Page 22 of The Valentine Inn

She nodded like she got it. “Love is stupid when you think about it.”

“How’s that?”

“It’s just a chemical reaction.”

“Uh-huh,” I played along.

“It makes you blind and fail cognitive tests.”

“Did you read that in Reader’s Digest?” I teased.

“It’s a scientific fact, thank you very much.” She flipped her beautiful tresses.

“Don’t worry, Izzy, I’m not blind to Drake, and I promise not to fail any cognitive tests. I just need to get over the sucker punch of him being here. Which, by the way, is your fault.” I pointed at her.

“I did it for your own good. You’ll thank me one day.” She smirked.

“Today’s not that day, sister.” I turned on my heels and headed down the hall to the sound of her laughter. As I went, I took deep breaths in and out, trying to work up the courage to enter the infamous honeymoon suite. George was so right about that night over six years ago—entering that room had changed my world forever. I would have never guessed how, but Jameson was the best surprise of my life. I’d been hoping he would be Drake’s too. I let out a heavy sigh and reached for the door, determined to start vanquishing him from my life.
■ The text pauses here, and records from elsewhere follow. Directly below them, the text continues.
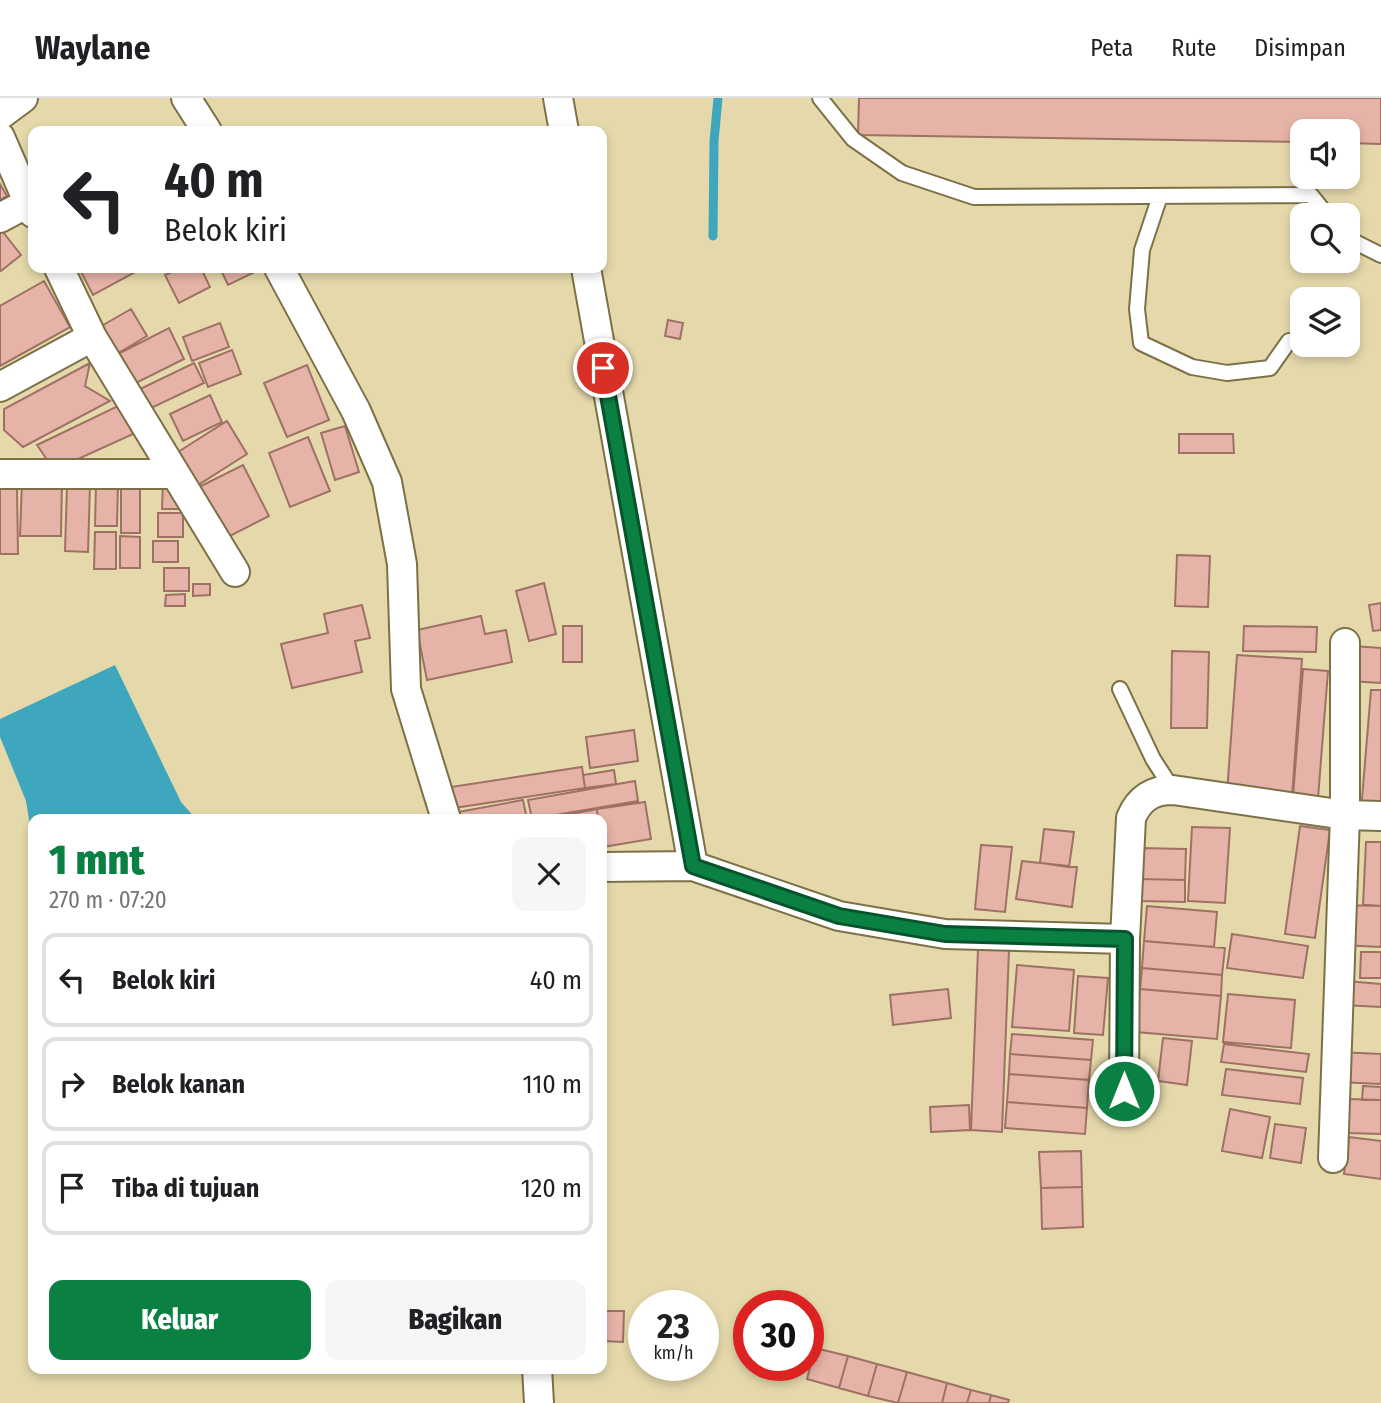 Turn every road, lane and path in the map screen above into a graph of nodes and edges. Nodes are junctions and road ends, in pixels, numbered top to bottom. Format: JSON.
{"nodes":[{"id":1,"x":23,"y":98,"type":"edge"},
{"id":2,"x":186,"y":98,"type":"edge"},
{"id":3,"x":558,"y":98,"type":"edge"},
{"id":4,"x":820,"y":98,"type":"edge"},
{"id":5,"x":0,"y":115,"type":"edge"},
{"id":6,"x":204,"y":126,"type":"edge"},
{"id":7,"x":563,"y":126,"type":"edge"},
{"id":8,"x":0,"y":137,"type":"edge"},
{"id":9,"x":1160,"y":197,"type":"junction"},
{"id":10,"x":28,"y":201,"type":"edge"},
{"id":11,"x":1317,"y":203,"type":"edge"},
{"id":12,"x":28,"y":209,"type":"edge"},
{"id":13,"x":0,"y":218,"type":"edge"},
{"id":14,"x":1360,"y":244,"type":"edge"},
{"id":15,"x":1381,"y":255,"type":"edge"},
{"id":16,"x":61,"y":273,"type":"edge"},
{"id":17,"x":282,"y":273,"type":"edge"},
{"id":18,"x":587,"y":273,"type":"edge"},
{"id":19,"x":92,"y":337,"type":"junction"},
{"id":20,"x":1289,"y":341,"type":"dead end"},
{"id":21,"x":0,"y":387,"type":"edge"},
{"id":22,"x":0,"y":474,"type":"edge"},
{"id":23,"x":175,"y":474,"type":"junction"},
{"id":24,"x":235,"y":572,"type":"dead end"},
{"id":25,"x":1345,"y":643,"type":"dead end"},
{"id":26,"x":1120,"y":689,"type":"dead end"},
{"id":27,"x":1173,"y":790,"type":"junction"},
{"id":28,"x":444,"y":814,"type":"edge"},
{"id":29,"x":1345,"y":815,"type":"junction"},
{"id":30,"x":1381,"y":816,"type":"edge"},
{"id":31,"x":693,"y":866,"type":"junction"},
{"id":32,"x":607,"y":867,"type":"edge"},
{"id":33,"x":1125,"y":939,"type":"junction"},
{"id":34,"x":1124,"y":1091,"type":"dead end"},
{"id":35,"x":1333,"y":1158,"type":"dead end"},
{"id":36,"x":537,"y":1374,"type":"edge"},
{"id":37,"x":539,"y":1403,"type":"edge"}],
"edges":[{"from":1,"to":5,"type":"street"},
{"from":2,"to":6,"type":"street"},
{"from":3,"to":7,"type":"street"},
{"from":4,"to":9,"type":"lane"},
{"from":8,"to":10,"type":"street"},
{"from":9,"to":11,"type":"lane"},
{"from":9,"to":20,"type":"lane"},
{"from":12,"to":13,"type":"street"},
{"from":14,"to":15,"type":"lane"},
{"from":16,"to":19,"type":"street"},
{"from":17,"to":28,"type":"street"},
{"from":18,"to":31,"type":"street"},
{"from":19,"to":21,"type":"street"},
{"from":19,"to":23,"type":"street"},
{"from":22,"to":23,"type":"street"},
{"from":23,"to":24,"type":"street"},
{"from":25,"to":29,"type":"street"},
{"from":26,"to":27,"type":"lane"},
{"from":27,"to":29,"type":"street"},
{"from":27,"to":33,"type":"street"},
{"from":29,"to":30,"type":"street"},
{"from":29,"to":35,"type":"street"},
{"from":31,"to":32,"type":"street"},
{"from":31,"to":33,"type":"street"},
{"from":33,"to":34,"type":"street"},
{"from":36,"to":37,"type":"street"}]}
With a surge of courage, I threw open the solid-wood door and slid in like I was stealing home, shutting it behind me. Good thing, too, because I faltered when I got a whiff of Drake’s signature let-me-own-your-body-and-soul scent. I had to plaster myself against the door and grip the handle.

You can do this, Charlotte.

I scanned the room that looked untouched, as if Drake hadn’t even stayed here. The silk comforter on the bed had not even a ripple or wrinkle in it. The only thing different was that the brass wastebasket near the bed was now filled with crumpled-up pieces of the inn’s stationery. Curiosity got the better of me and I tiptoed over, trying not to get trapped in the memories of what had taken place in the room years ago. I was losing the battle, as my mind began to play the tender scenes of days gone by.

The fireplace ensnared me. Not only did we share our first kiss in front of it, but that entire night we stayed right there. He held me while we ate and talked and laughed. We didn’t make love that night. It was something even more intimate. Drake wanted to know everything about me, from all my dance recitals to why I chose my degree in event planning and management. It was as if I couldn’t tell him enough. Then, after I’d taken a shower the next morning, I came out of the bathroom and Drake did something for me no man had ever done. He brushed my hair. I know it sounds silly, but there was something so touching and evocative about it. That led us to the bed, where Drake was gentle and generous. We stayed there for the rest of the weekend.

I stared at the four-poster beauty where Drake had whispered that he wished we could stay forever, just the two of us. He didn’t answer his phone once that weekend, even though he was missing important meetings. How quick he was to change his tune.

I needed to remember that. I shook my head, forcing all the beautiful memories out. I marched toward the wastebasket, almost filled to the brim with crumpled-up papers. I assumed Drake was working on lines. Sometimes if he was having difficulty memorizing particular lines, he would write them out.

Hesitantly, I sat on the bed, made up with the same bedding Drake and I had gotten cozy in six years ago. I really needed to get rid of it. We were going to update the room anyway. Yes, yes, I would throw it away instead of laundering it. Baby steps. Yet, I found myself running my hand over the smooth silk, remembering how it felt against my skin.

Stop, Charlotte. Please, stop, I begged myself. I focused on the trash can, thinking I should probably just leave the crumpled papers alone. Yet, they called to me, and like the fool I was, I answered. I plucked the first balled-up paper from the top and tried to straighten it out to see what Drake had scribbled on it. He should have been a doctor for how terrible his handwriting was. Have no fear though, I was able to perfectly decipher the handwritten note, or partial note, for better or for worse.

My pulse raced just reading the first line: Dear Charlotte.

I swallowed down my heart before digesting the rest. There wasn’t much.

Staying in this room, I feel all too human. You make me want to . . .

That was it. I desperately wanted to know what I made him want to do. I grabbed a few more crumpled papers to see if he’d finished his thought. Maybe this was just the rough draft.